* **The task**:
Scan the data below and copy each line where "roads" occurs.

Top of Working data

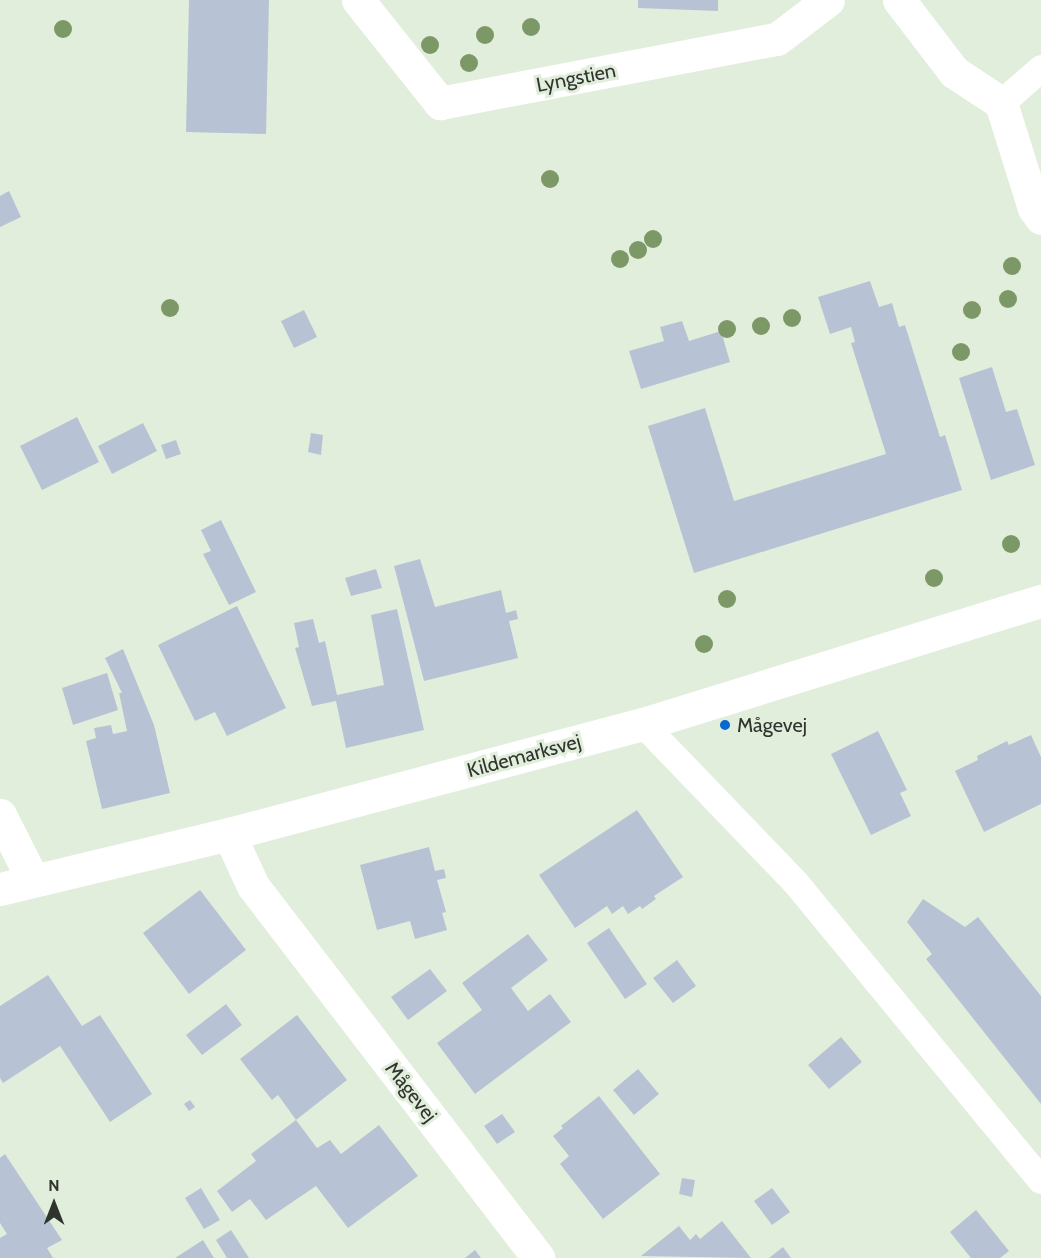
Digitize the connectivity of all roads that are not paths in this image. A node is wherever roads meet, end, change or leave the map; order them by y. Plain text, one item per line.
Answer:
1 (358, 0) edge
2 (828, 0) edge
3 (899, 0) edge
4 (1041, 68) edge
5 (1001, 103) junction
6 (1041, 218) edge
7 (1041, 601) edge
8 (643, 724) junction
9 (0, 815) edge
10 (229, 834) junction
11 (33, 880) junction
12 (0, 888) edge
13 (1041, 1180) edge
14 (538, 1258) edge

1 - 2 street, Lyngstien
3 - 5 street
4 - 5 lane
5 - 6 street
7 - 8 street, Kildemarksvej
8 - 10 street, Kildemarksvej
8 - 13 lane
9 - 11 street
10 - 11 street, Kildemarksvej
10 - 14 street, Mågevej
11 - 12 street, Kildemarksvej

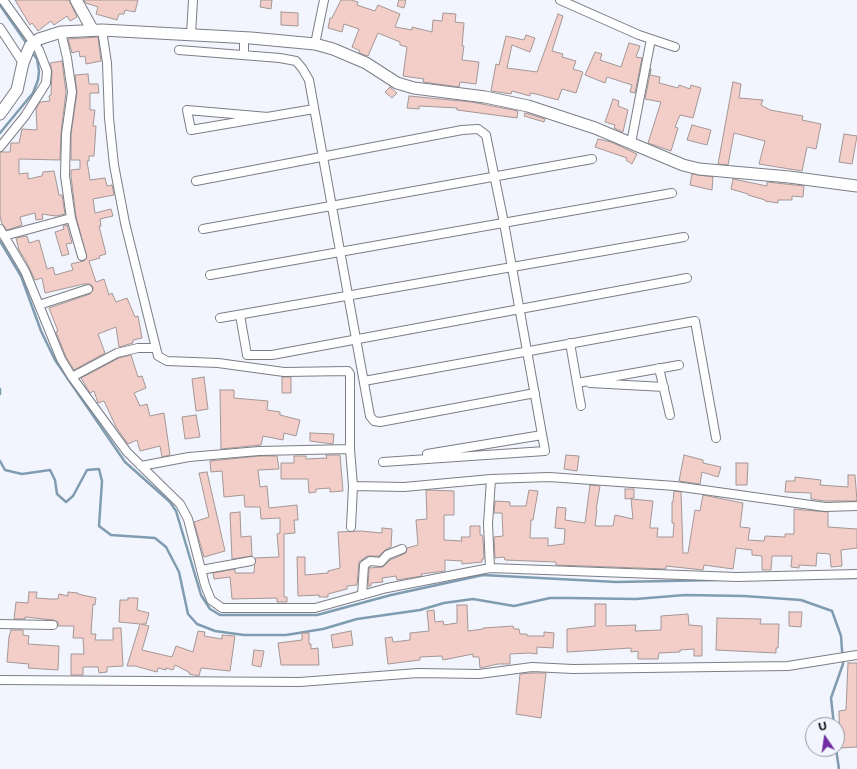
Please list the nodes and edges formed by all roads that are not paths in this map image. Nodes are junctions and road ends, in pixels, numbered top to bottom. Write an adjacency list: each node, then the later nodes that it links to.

Bottom of Working data

* **Task answer**:
Digitize the connectivity of all roads that are not paths in this image. A node is wherever roads meet, end, change or leave the map; order them by y. Plain text, one item per line.
Please list the nodes and edges formed by all roads that are not paths in this map image. Nodes are junctions and road ends, in pixels, numbered top to bottom. Write an adjacency list: each node, then the later nodes that it links to.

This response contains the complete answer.